Using the records below, filter out every line that lacks "double" and copy the rest.

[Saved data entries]

━━━━━━━━━━━━━━━━━━━━━━━━━━━━━━

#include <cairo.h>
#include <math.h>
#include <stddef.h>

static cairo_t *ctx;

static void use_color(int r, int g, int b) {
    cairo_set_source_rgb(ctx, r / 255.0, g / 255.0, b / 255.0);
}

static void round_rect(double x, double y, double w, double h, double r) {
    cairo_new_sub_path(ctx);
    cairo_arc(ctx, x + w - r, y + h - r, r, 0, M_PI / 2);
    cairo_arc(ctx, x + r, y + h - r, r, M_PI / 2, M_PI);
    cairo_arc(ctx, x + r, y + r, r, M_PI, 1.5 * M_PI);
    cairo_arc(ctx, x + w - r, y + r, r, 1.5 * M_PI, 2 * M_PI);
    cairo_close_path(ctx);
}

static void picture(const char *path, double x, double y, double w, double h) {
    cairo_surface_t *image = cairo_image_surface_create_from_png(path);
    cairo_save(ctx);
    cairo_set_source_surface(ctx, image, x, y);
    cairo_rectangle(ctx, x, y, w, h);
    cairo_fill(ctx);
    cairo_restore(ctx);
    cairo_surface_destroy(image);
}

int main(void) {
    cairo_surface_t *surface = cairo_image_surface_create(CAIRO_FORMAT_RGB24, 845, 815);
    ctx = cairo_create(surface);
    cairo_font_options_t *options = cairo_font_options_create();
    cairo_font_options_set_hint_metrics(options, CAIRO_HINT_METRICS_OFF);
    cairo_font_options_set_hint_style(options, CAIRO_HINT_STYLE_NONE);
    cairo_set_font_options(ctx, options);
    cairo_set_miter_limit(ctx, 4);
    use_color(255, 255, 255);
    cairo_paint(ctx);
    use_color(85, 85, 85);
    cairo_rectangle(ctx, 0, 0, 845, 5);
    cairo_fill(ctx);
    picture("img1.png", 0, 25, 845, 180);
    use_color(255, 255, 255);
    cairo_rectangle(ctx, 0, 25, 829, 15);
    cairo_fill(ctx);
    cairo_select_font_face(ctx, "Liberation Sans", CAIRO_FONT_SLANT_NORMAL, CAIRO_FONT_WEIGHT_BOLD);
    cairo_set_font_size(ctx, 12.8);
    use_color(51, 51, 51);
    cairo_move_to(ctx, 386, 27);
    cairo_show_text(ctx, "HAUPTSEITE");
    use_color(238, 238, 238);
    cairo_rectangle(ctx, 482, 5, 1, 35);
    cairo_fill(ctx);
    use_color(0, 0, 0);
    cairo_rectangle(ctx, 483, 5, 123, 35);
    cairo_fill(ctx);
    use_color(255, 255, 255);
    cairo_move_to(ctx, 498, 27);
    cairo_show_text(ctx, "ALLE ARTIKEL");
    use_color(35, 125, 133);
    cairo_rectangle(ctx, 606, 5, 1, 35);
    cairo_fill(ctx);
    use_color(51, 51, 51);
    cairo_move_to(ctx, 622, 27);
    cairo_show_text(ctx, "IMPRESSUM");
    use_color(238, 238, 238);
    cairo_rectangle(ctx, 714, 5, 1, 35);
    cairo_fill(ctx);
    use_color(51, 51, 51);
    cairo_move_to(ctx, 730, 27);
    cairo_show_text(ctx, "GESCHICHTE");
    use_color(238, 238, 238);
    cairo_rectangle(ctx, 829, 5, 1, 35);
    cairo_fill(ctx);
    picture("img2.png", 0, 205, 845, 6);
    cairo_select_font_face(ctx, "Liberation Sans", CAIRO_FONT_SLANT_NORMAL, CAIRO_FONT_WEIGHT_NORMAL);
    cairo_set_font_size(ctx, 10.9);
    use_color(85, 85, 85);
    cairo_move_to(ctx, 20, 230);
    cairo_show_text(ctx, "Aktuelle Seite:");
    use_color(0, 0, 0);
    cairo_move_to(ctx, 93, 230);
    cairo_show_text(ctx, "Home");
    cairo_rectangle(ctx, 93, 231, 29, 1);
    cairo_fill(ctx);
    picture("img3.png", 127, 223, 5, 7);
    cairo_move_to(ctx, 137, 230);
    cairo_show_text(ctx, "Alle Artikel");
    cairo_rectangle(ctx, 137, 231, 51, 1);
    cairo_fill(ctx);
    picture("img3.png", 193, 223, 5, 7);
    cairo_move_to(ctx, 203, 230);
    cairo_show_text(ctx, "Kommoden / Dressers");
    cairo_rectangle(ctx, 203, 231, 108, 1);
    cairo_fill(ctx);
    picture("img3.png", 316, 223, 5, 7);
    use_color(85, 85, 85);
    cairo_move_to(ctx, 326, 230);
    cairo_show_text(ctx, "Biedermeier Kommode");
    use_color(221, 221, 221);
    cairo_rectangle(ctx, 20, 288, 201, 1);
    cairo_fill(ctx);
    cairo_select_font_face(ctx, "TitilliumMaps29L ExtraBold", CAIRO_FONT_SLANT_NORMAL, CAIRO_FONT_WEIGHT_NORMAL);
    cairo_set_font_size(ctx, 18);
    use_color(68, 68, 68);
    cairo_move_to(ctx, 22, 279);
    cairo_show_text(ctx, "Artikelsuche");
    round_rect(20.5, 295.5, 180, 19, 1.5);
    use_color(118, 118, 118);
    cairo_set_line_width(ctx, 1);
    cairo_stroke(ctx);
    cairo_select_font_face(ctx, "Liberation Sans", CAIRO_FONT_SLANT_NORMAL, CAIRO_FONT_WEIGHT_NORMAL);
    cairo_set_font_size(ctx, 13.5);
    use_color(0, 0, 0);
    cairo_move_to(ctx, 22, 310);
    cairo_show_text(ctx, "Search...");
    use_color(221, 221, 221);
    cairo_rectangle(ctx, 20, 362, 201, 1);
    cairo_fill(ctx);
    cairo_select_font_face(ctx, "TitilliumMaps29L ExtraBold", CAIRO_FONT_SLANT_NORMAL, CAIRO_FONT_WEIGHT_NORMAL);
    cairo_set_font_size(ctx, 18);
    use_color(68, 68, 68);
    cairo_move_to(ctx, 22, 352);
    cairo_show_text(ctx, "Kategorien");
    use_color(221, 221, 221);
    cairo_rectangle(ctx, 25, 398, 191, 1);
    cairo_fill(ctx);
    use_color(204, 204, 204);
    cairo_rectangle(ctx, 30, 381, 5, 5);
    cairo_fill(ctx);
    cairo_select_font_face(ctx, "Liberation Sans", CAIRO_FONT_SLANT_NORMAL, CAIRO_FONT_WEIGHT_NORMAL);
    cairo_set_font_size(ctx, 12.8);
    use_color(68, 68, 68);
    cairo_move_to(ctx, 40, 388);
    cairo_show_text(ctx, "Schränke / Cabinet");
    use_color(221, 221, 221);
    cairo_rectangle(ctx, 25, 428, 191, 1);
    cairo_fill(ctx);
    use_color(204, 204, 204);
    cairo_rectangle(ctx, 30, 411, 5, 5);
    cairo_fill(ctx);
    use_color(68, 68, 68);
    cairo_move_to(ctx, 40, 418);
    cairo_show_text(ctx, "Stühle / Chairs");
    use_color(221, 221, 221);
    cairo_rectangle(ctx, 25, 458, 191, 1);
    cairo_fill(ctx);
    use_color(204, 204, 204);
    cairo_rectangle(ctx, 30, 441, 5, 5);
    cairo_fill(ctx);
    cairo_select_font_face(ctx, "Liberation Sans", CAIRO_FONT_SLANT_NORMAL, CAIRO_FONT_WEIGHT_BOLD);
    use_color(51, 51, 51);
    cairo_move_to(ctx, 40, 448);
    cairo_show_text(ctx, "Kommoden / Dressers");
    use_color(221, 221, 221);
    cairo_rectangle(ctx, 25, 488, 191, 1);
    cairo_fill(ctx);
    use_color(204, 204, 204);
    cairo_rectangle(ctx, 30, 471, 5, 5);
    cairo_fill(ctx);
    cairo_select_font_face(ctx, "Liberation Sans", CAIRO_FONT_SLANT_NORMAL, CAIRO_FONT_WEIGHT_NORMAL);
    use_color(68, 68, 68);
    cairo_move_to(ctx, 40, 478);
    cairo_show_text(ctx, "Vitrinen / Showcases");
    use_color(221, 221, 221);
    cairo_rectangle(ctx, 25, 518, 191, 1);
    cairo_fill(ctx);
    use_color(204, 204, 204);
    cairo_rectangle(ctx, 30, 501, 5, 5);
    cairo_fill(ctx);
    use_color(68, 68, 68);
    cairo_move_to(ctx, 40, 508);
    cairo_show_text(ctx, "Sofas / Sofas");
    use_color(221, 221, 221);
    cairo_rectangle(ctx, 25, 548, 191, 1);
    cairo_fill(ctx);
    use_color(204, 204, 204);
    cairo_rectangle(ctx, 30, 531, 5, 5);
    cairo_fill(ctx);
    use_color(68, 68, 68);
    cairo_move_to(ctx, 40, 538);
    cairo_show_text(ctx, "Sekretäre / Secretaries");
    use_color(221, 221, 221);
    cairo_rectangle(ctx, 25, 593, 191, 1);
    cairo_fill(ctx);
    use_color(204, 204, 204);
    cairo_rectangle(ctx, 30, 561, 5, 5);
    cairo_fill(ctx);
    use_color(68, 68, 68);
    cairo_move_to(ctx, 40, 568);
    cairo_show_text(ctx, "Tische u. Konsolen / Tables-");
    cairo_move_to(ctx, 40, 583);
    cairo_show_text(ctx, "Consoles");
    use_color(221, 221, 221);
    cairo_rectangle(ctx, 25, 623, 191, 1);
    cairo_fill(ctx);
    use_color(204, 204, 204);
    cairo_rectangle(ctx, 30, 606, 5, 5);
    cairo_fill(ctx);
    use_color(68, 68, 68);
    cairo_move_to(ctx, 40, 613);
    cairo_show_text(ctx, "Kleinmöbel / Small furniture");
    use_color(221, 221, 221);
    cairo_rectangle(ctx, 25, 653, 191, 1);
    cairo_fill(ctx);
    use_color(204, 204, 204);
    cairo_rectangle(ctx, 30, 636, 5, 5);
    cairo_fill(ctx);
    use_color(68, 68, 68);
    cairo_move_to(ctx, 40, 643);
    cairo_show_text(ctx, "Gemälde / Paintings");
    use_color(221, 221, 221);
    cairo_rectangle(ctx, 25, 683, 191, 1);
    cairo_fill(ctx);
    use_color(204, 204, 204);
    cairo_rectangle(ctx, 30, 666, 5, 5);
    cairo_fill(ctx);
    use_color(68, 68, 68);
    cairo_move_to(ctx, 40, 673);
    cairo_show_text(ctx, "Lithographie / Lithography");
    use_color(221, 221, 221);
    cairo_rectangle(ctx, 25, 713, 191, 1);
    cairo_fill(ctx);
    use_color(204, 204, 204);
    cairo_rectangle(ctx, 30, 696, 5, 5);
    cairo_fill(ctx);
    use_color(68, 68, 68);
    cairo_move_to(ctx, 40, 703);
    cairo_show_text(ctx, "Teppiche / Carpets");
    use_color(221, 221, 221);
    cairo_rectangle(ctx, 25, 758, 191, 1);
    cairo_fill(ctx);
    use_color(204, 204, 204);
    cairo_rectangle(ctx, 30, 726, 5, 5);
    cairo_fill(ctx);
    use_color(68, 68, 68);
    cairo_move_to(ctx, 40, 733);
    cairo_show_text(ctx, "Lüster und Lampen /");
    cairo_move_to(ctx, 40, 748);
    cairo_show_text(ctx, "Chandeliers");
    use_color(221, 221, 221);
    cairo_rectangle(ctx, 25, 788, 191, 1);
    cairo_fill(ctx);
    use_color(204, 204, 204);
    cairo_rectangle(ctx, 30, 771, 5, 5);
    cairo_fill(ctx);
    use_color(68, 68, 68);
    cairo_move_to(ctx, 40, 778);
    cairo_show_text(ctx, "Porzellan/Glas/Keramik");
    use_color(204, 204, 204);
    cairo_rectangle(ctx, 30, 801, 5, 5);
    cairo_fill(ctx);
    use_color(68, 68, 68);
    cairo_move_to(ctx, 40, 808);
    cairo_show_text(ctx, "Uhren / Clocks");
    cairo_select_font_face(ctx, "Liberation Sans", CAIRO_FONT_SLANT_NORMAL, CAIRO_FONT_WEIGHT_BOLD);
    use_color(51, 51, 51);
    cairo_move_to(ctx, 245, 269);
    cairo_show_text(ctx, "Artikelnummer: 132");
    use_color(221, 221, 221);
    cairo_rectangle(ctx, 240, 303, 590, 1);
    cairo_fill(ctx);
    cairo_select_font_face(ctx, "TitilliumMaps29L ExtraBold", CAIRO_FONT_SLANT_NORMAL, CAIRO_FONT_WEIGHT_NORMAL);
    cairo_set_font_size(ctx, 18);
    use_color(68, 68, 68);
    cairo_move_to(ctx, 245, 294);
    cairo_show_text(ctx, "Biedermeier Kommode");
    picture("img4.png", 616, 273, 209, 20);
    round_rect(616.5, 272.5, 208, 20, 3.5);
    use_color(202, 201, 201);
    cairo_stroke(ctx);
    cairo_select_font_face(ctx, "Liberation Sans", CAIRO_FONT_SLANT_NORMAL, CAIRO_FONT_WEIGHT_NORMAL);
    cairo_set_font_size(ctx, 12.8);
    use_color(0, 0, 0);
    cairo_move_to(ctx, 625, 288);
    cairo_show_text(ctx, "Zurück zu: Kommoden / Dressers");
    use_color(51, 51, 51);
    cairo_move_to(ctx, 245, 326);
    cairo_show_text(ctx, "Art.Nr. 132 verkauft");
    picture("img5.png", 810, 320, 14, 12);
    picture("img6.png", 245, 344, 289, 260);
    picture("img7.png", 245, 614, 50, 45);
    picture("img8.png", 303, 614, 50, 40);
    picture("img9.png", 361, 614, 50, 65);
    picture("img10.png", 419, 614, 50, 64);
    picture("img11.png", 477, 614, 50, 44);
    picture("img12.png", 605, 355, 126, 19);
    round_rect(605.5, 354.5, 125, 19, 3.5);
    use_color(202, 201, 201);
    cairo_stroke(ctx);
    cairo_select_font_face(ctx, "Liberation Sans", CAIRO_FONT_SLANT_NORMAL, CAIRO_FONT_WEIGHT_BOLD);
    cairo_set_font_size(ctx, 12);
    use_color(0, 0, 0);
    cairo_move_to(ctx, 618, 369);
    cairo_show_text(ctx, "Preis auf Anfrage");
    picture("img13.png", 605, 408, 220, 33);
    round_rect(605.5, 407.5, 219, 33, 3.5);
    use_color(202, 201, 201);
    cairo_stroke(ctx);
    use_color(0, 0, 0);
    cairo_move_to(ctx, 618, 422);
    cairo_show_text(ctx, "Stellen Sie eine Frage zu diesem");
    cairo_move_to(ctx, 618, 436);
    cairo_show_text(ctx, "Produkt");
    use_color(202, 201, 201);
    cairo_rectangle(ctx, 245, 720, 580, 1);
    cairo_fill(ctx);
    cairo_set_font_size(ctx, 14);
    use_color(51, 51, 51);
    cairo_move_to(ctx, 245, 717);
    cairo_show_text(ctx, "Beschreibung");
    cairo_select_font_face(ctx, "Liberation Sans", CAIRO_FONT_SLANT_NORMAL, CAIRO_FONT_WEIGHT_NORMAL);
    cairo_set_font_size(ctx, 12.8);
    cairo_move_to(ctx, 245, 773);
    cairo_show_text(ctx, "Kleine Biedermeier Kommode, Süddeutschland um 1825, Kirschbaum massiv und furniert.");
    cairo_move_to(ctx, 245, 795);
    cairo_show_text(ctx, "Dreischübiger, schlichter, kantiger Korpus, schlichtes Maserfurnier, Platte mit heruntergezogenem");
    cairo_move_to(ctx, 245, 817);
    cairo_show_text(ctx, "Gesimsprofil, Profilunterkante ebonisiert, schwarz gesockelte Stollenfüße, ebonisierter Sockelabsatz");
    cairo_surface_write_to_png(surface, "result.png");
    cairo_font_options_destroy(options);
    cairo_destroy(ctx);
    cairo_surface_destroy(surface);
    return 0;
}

━━━━━━━━━━━━━━━━━━━━━━━━━━━━━━

## EXERCISE SOLUTION
static void round_rect(double x, double y, double w, double h, double r) {
static void picture(const char *path, double x, double y, double w, double h) {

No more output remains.